In order to examine the extent to which Tse2 could facilitate a growth advantage, we conducted long-term competitions between strains with and without Tse2 immunity. The experiments were initiated with a donor-to-recipient cell ratio of approximately 10:1, raising the probability that each recipient cell will contact a donor cell. After 48 hours, the Tse2 donor strain displayed a remarkable 104-fold growth advantage relative to a recipient strain lacking immunity (FIG. 6C). These data conclusively demonstrate that the P. aeruginosa H1-T6SS can target Tse2 to another bacterial cell. The differences observed between competitions conducted in liquid medium versus on a solid support suggest that intimate donor-recipient cell contact is required. We have not directly demonstrated that Tse2 is translocated into recipient cell cytoplasm, however it is a likely explanation for our data given that cell contact is required and Tsi2 is a cytoplasmic immunity protein that physically interacts with the toxin (FIG. 4B).

The T6SS has been implicated in numerous, apparently disparate processes. With few exceptions, the mode-of-action of the secretion system in these processes is not known. Since the T6SS architecture appears highly conserved, we based our study on the supposition that the diverse activities of T6SSs, including T6SSs within a single organism, must be attributable to a diverse array of substrate proteins exported in a specific manner by each system. Our findings support this model; we identified three T6S substrates that lack orthologs outside of P. aeruginosa, and that specifically require the H1-T6SS for their export (FIGS. 1 and 3).
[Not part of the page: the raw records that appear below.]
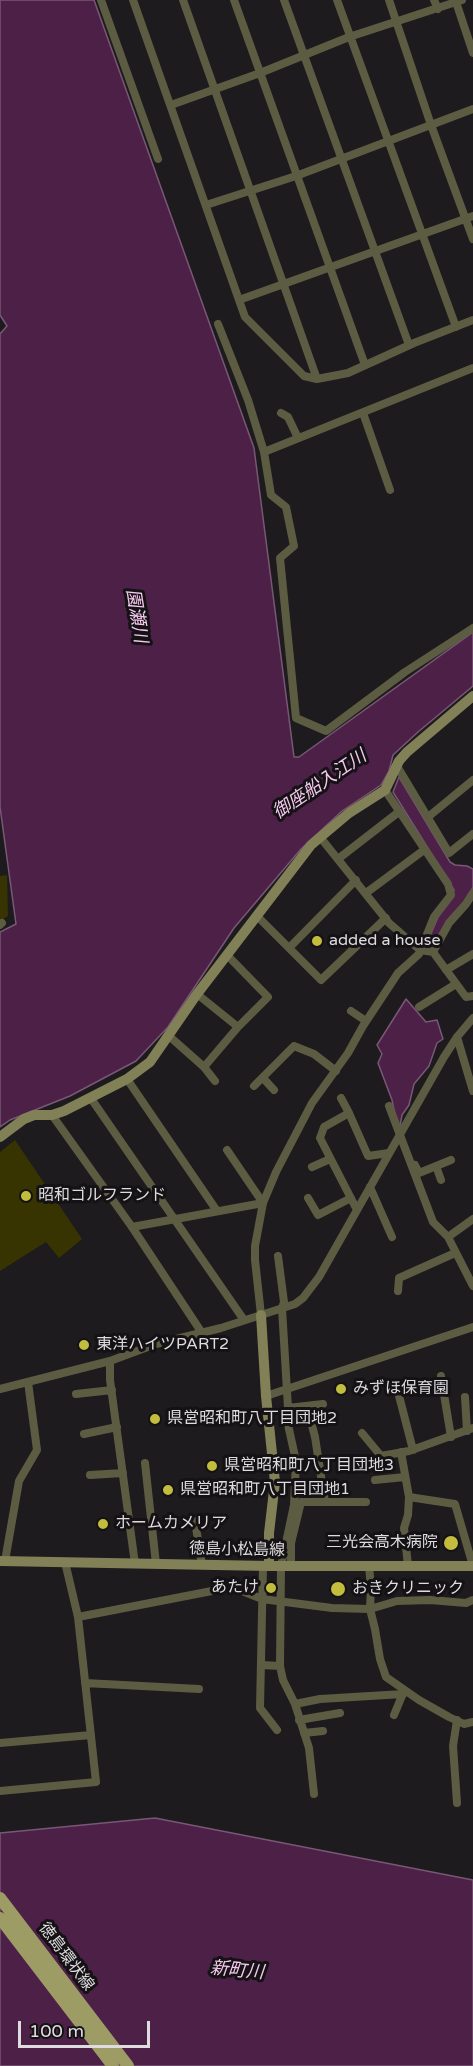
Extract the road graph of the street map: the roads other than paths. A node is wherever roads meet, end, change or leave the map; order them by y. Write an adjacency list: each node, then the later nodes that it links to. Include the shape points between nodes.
1 (101, 0): 21 (street)
2 (133, 0): 17 (street)
3 (183, 0): 16 (street)
4 (234, 0): 15 (street)
5 (284, 0): 14 (street)
6 (337, 0): 12 (street)
7 (389, 0): 11 (street)
8 (434, 0): 10 (street)
9 (459, 1): 10 (street); 13 (street)
10 (438, 9): 11 (street)
11 (397, 23): 12 (street); 19 (street)
12 (349, 37): 14 (street); 20 (street)
13 (473, 54)
14 (303, 56): 15 (street); 22 (street)
15 (260, 73): 16 (street); 23 (street)
16 (214, 89): 17 (street); 24 (street)
17 (171, 105): 25 (street)
18 (473, 109): 19 (street)
19 (430, 125): 20 (street); 26 (street)
20 (388, 141): 22 (street); 27 (street)
21 (158, 159)
22 (340, 159): 23 (street); 29 (street)
23 (296, 177): 24 (street); 30 (street)
24 (252, 191): 25 (street); 31 (street)
25 (206, 205): 32 (street)
26 (469, 217): 27 (street); 28 (street)
27 (422, 234): 29 (street); 35 (street)
28 (473, 238)
29 (375, 251): 30 (street); 36 (street)
30 (329, 268): 31 (street); 37 (street)
31 (284, 284): 32 (street); 39 (street)
32 (239, 300): 39 (street, via 245,317 304,376)
33 (473, 320): 35 (street)
34 (218, 324): 43 (street)
35 (456, 327): 36 (street)
36 (409, 345): 37 (street)
37 (365, 365): 39 (street)
38 (473, 368): 40 (street)
39 (317, 379)
40 (363, 412): 42 (street); 44 (street)
41 (281, 413): 42 (street, via 288,417)
42 (298, 438): 43 (street)
43 (264, 452): 45 (street, via 271,495 286,507 294,546 280,558 296,718 326,731)
44 (390, 490)
45 (473, 628)
46 (473, 696): 47 (street, via 407,752)
47 (396, 768): 49 (street); 51 (street)
48 (473, 780): 51 (street)
49 (386, 789): 50 (street); 53 (street)
50 (400, 811): 54 (street); 55 (street)
51 (428, 817): 52 (street, via 449,853)
52 (473, 834)
53 (320, 837): 55 (street); 60 (street)
54 (424, 850): 57 (street); 63 (street, via 451,893 434,917)
55 (338, 859): 56 (street)
56 (356, 880): 57 (street); 62 (street)
57 (366, 893): 61 (street)
58 (473, 893): 59 (street)
59 (470, 907): 64 (street, via 449,923)
60 (256, 916): 62 (street); 66 (street)
61 (386, 918): 62 (street, via 321,980); 63 (street)
62 (289, 948)
63 (420, 950): 64 (street); 74 (street, via 398,973)
64 (433, 952): 67 (street)
65 (473, 954): 67 (street)
66 (227, 955): 69 (street); 75 (street, via 268,997)
67 (446, 970): 68 (street)
68 (456, 984): 70 (street, via 466,997); 71 (street)
69 (197, 994): 75 (street); 76 (street)
70 (473, 996)
71 (419, 1007)
72 (351, 1011): 74 (street)
73 (473, 1018): 77 (street)
74 (366, 1021): 79 (street)
75 (238, 1027): 78 (street)
76 (169, 1036): 78 (street); 80 (street, via 150,1062)
77 (457, 1037): 85 (street); 91 (street)
78 (204, 1067): 82 (street)
79 (336, 1071): 81 (street, via 314,1054 294,1046); 103 (street, via 301,1122)
80 (127, 1078): 86 (street); 105 (street)
81 (262, 1078): 83 (street); 84 (street)
82 (215, 1081)
83 (254, 1086)
84 (274, 1090)
85 (473, 1091)
86 (90, 1097): 90 (street); 107 (street)
87 (341, 1098): 89 (street)
88 (389, 1106): 91 (street)
89 (349, 1113): 94 (street, via 368,1156); 95 (street, via 324,1126 320,1138)
90 (52, 1116): 92 (street, via 24,1119); 108 (street)
91 (400, 1134): 94 (street); 97 (street, via 419,1173); 110 (street, via 433,1222)
92 (0, 1137)
93 (227, 1150): 103 (street)
94 (388, 1153): 100 (street)
95 (330, 1159): 98 (street); 102 (street)
96 (451, 1160): 97 (street)
97 (436, 1166): 99 (street)
98 (312, 1167)
99 (441, 1180)
100 (370, 1187): 104 (street); 109 (street)
101 (308, 1198): 102 (street, via 318,1215)
102 (351, 1198): 104 (street)
103 (262, 1203): 105 (street); 116 (street, via 255,1260)
104 (357, 1210): 115 (street, via 310,1290 295,1304)
105 (217, 1211): 107 (street)
106 (473, 1219): 110 (street)
107 (174, 1220): 108 (street); 117 (street)
108 (132, 1227): 119 (street)
109 (392, 1237)
110 (448, 1237): 111 (street)
111 (455, 1253): 113 (street); 114 (street, via 399,1278)
112 (278, 1256): 115 (street)
113 (473, 1286)
114 (398, 1291)
115 (282, 1308): 116 (street); 126 (street)
116 (261, 1315): 117 (street); 128 (street)
117 (244, 1320): 119 (street)
118 (473, 1327): 126 (street)
119 (202, 1333): 120 (street)
120 (110, 1361): 122 (street); 125 (street)
121 (441, 1376): 137 (street)
122 (28, 1382): 124 (street); 149 (street, via 37,1450 19,1481)
123 (397, 1388): 138 (street)
124 (0, 1389)
125 (112, 1390): 127 (street); 133 (street)
126 (285, 1390): 128 (street); 132 (street)
127 (76, 1394)
128 (266, 1396): 154 (street, via 274,1482)
129 (465, 1396): 134 (street)
130 (324, 1404): 131 (street)
131 (306, 1406): 132 (street); 146 (street)
132 (288, 1408): 155 (street, via 296,1461)
133 (117, 1427): 136 (street); 141 (street)
134 (470, 1430): 137 (street)
135 (362, 1433): 139 (street, via 381,1456)
136 (84, 1434)
137 (451, 1437): 138 (street)
138 (413, 1450): 139 (street)
139 (400, 1452): 143 (street)
140 (145, 1463): 152 (street)
141 (123, 1473): 142 (street); 151 (street)
142 (90, 1475)
143 (405, 1477): 144 (street); 145 (street)
144 (375, 1480)
145 (409, 1497): 157 (street, via 404,1528); 158 (street, via 455,1504)
146 (325, 1502): 147 (street); 155 (street, via 301,1502)
147 (366, 1502)
148 (195, 1521): 153 (street)
149 (2, 1561): 150 (street, 徳島小松島線)
150 (65, 1562): 151 (street, 徳島小松島線); 163 (street)
151 (135, 1564): 152 (street, 徳島小松島線)
152 (156, 1564): 153 (street, 徳島小松島線)
153 (201, 1565): 154 (street, 徳島小松島線)
154 (266, 1566): 155 (street, 徳島小松島線); 159 (street)
155 (286, 1566): 156 (street, 徳島小松島線); 161 (street)
156 (369, 1566): 157 (street, 徳島小松島線); 162 (street)
157 (408, 1566): 158 (street, 徳島小松島線)
158 (473, 1566)
159 (262, 1599): 161 (street); 163 (street, via 237,1588); 164 (street)
160 (473, 1600): 162 (street, via 398,1601)
161 (280, 1602): 162 (street); 165 (street)
162 (370, 1609): 168 (street, via 386,1677)
163 (78, 1617): 166 (street)
164 (262, 1665): 165 (street); 175 (street, via 260,1708)
165 (280, 1666): 169 (street)
166 (85, 1683): 167 (street); 178 (street)
167 (199, 1689)
168 (404, 1692): 169 (street); 171 (street); 173 (street)
169 (295, 1704): 172 (street)
170 (340, 1713): 172 (street)
171 (394, 1715)
172 (299, 1720): 177 (street)
173 (457, 1720): 174 (street, via 464,1724); 182 (street, via 453,1746)
174 (473, 1722)
175 (277, 1730)
176 (323, 1731): 177 (street)
177 (304, 1733): 181 (street)
178 (91, 1735): 179 (street); 180 (street, via 96,1782)
179 (0, 1743)
180 (0, 1791)
181 (314, 1794)
182 (457, 1803)
183 (0, 1898): 186 (main road, 徳島環状線)
184 (0, 1918): 185 (main road, 徳島環状線)
185 (113, 2066)
186 (128, 2066)

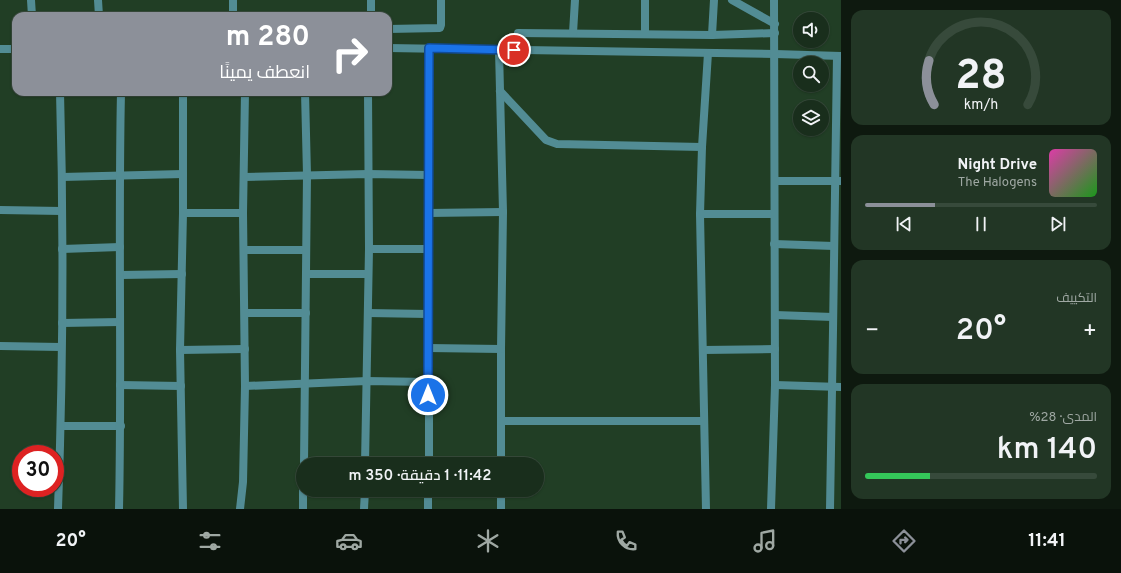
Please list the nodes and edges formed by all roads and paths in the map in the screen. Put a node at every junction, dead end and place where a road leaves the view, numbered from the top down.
1 (31, 0) edge
2 (98, 0) edge
3 (233, 0) edge
4 (371, 0) edge
5 (442, 0) edge
6 (575, 0) edge
7 (645, 0) edge
8 (714, 0) edge
9 (732, 0) edge
10 (774, 0) edge
11 (32, 12) edge
12 (98, 12) edge
13 (233, 12) edge
14 (371, 12) edge
15 (775, 24) junction
16 (392, 29) edge
17 (518, 32) dead end
18 (573, 33) junction
19 (775, 33) junction
20 (645, 34) junction
21 (712, 35) junction
22 (392, 48) edge
23 (429, 48) junction
24 (0, 49) edge
25 (12, 49) edge
26 (499, 50) junction
27 (708, 53) junction
28 (775, 54) junction
29 (839, 56) edge
30 (500, 91) junction
31 (60, 96) edge
32 (121, 96) edge
33 (183, 96) edge
34 (245, 96) edge
35 (305, 96) edge
36 (368, 96) edge
37 (702, 147) junction
38 (183, 174) junction
39 (368, 174) junction
40 (307, 175) junction
41 (429, 175) junction
42 (119, 176) junction
43 (62, 177) junction
44 (244, 177) junction
45 (775, 181) junction
46 (839, 181) edge
47 (0, 210) edge
48 (62, 211) junction
49 (503, 212) junction
50 (183, 213) junction
51 (244, 213) junction
52 (428, 213) junction
53 (700, 214) junction
54 (774, 214) junction
55 (774, 244) junction
56 (834, 246) junction
57 (120, 247) junction
58 (62, 249) junction
59 (369, 249) junction
60 (429, 249) junction
61 (244, 250) junction
62 (306, 250) junction
63 (182, 274) junction
64 (306, 274) junction
65 (368, 274) junction
66 (121, 275) junction
67 (838, 278) edge
68 (245, 313) junction
69 (306, 313) junction
70 (368, 313) junction
71 (428, 314) junction
72 (775, 315) junction
73 (833, 317) junction
74 (120, 322) junction
75 (62, 323) junction
76 (0, 346) edge
77 (61, 347) junction
78 (428, 348) junction
79 (775, 348) junction
80 (245, 349) junction
81 (501, 349) junction
82 (180, 350) junction
83 (703, 350) junction
84 (366, 381) junction
85 (428, 382) junction
86 (304, 383) junction
87 (120, 385) junction
88 (775, 385) junction
89 (181, 386) junction
90 (246, 386) junction
91 (831, 387) junction
92 (841, 387) edge
93 (501, 421) junction
94 (704, 421) junction
95 (61, 426) junction
96 (121, 426) junction
97 (304, 457) edge
98 (365, 457) edge
99 (428, 457) edge
100 (501, 457) edge
101 (303, 497) edge
102 (365, 497) edge
103 (428, 497) edge
104 (501, 497) edge
105 (58, 509) edge
106 (119, 509) edge
107 (183, 509) edge
108 (240, 509) edge
109 (303, 509) edge
110 (364, 509) edge
111 (428, 509) edge
112 (501, 509) edge
113 (706, 509) edge
114 (771, 509) edge
115 (830, 509) edge

1 - 11 street
2 - 12 street
3 - 13 street
4 - 14 street
5 - 16 street
6 - 18 street
7 - 20 street
8 - 21 street
9 - 15 street
10 - 15 street
15 - 19 street
17 - 18 street
18 - 20 street
19 - 21 street
19 - 28 street
20 - 21 street
22 - 23 street
23 - 26 street
23 - 41 street
24 - 25 street
26 - 27 street
26 - 30 street
27 - 28 street
27 - 37 street
28 - 29 street
28 - 45 street
29 - 46 street
30 - 37 street
30 - 49 street
31 - 43 street
32 - 42 street
33 - 38 street
34 - 44 street
35 - 40 street
36 - 39 street
37 - 53 street
38 - 42 street
38 - 50 street
39 - 40 street
39 - 41 street
39 - 59 street
40 - 44 street
40 - 62 street
41 - 52 street
42 - 43 street
42 - 57 street
43 - 48 street
44 - 51 street
45 - 46 street
45 - 54 street
46 - 56 street
47 - 48 street
48 - 58 street
49 - 52 street
49 - 81 street
50 - 51 street
50 - 63 street
51 - 61 street
52 - 60 street
53 - 54 street
53 - 83 street
54 - 55 street
55 - 56 street
55 - 72 street
56 - 67 street
57 - 58 street
57 - 66 street
58 - 75 street
59 - 60 street
59 - 65 street
60 - 71 street
61 - 62 street
61 - 68 street
62 - 64 street
63 - 66 street
63 - 82 street
64 - 65 street
64 - 69 street
65 - 70 street
66 - 74 street
67 - 73 street
68 - 69 street
68 - 80 street
69 - 86 street
70 - 71 street
70 - 84 street
71 - 78 street
72 - 73 street
72 - 79 street
73 - 91 street
74 - 75 street
74 - 87 street
75 - 77 street
76 - 77 street
77 - 95 street
78 - 81 street
78 - 85 street
79 - 83 street
79 - 88 street
80 - 82 street
80 - 90 street
81 - 93 street
82 - 89 street
83 - 94 street
84 - 85 street
84 - 86 street
84 - 98 street
85 - 99 street
86 - 90 street
86 - 97 street
87 - 89 street
87 - 96 street
88 - 91 street
88 - 114 street
89 - 107 street
90 - 108 street
91 - 92 street
91 - 115 street
93 - 94 street
93 - 100 street
94 - 113 street
95 - 96 street
95 - 105 street
96 - 106 street
101 - 109 street
102 - 110 street
103 - 111 street
104 - 112 street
Bacterial genomes encode a large and diverse array of toxin-immunity protein (TI) systems (Gerdes et al., 2005). These can be important for plasmid maintenance, stress response, programmed cell death, cell-fate commitment, and defense against other bacteria. Tse2 differs from other TI toxins in that it is exported through a large, specialized secretion apparatus, while many TI system toxins are either not actively secreted, or they utilize the sec pathway (Riley and Wertz, 2002). This distinction implies that secretion through the T6S apparatus is required to target Tse2 to a relevant environment, cell, or subcellular compartment. Indeed, we have shown that targeting of Tse2 by the T6S apparatus is essential for its activity (FIG. 6).

We found that Tse2 is active against assorted bacteria and eukaryotic cells when expressed intracellularly (FIGS. 4 and 5). Despite this, we found no evidence that P. aeruginosa can target Tse2 to a eukaryotic cell, including mammalian cells of epithelial and macrophage origin (FIG. 6A and data not shown). Surprisingly, P. aeruginosa efficiently targeted the toxin to another bacterial cell (FIG. 6). These findings, combined with the following recent observations, provide support for the hypothesis that the T6SS can serve as an inter-bacterial interaction pathway. First, the secretion system is present and conserved in many non-pathogenic, solitary bacteria (Bingle et al., 2008; Boyer et al., 2009). Second, there is experimental evidence supporting an evolutionary relationship between extracellular components of the secretion apparatus and the tail proteins of bacteriophages T4 and (Ballister et al., 2008; Leiman et al., 2009; Pell et al., 2009; Pukatzki et al., 2007). Finally, two recent reports have implicated the conserved T6S component, VgrG, in inter-bacterial interactions. A bioinformatic analysis of Salmonella genomes identified a group of “evolved” VgrG proteins bearing C-terminal effector domains highly related to bacteria-targeting S-type pyocins, and a VgrG protein from Proteus mirabilis was shown to participate in an intra-species self/non-self recognition pathway (Blonde) et al., 2009; Gibbs et al., 2008).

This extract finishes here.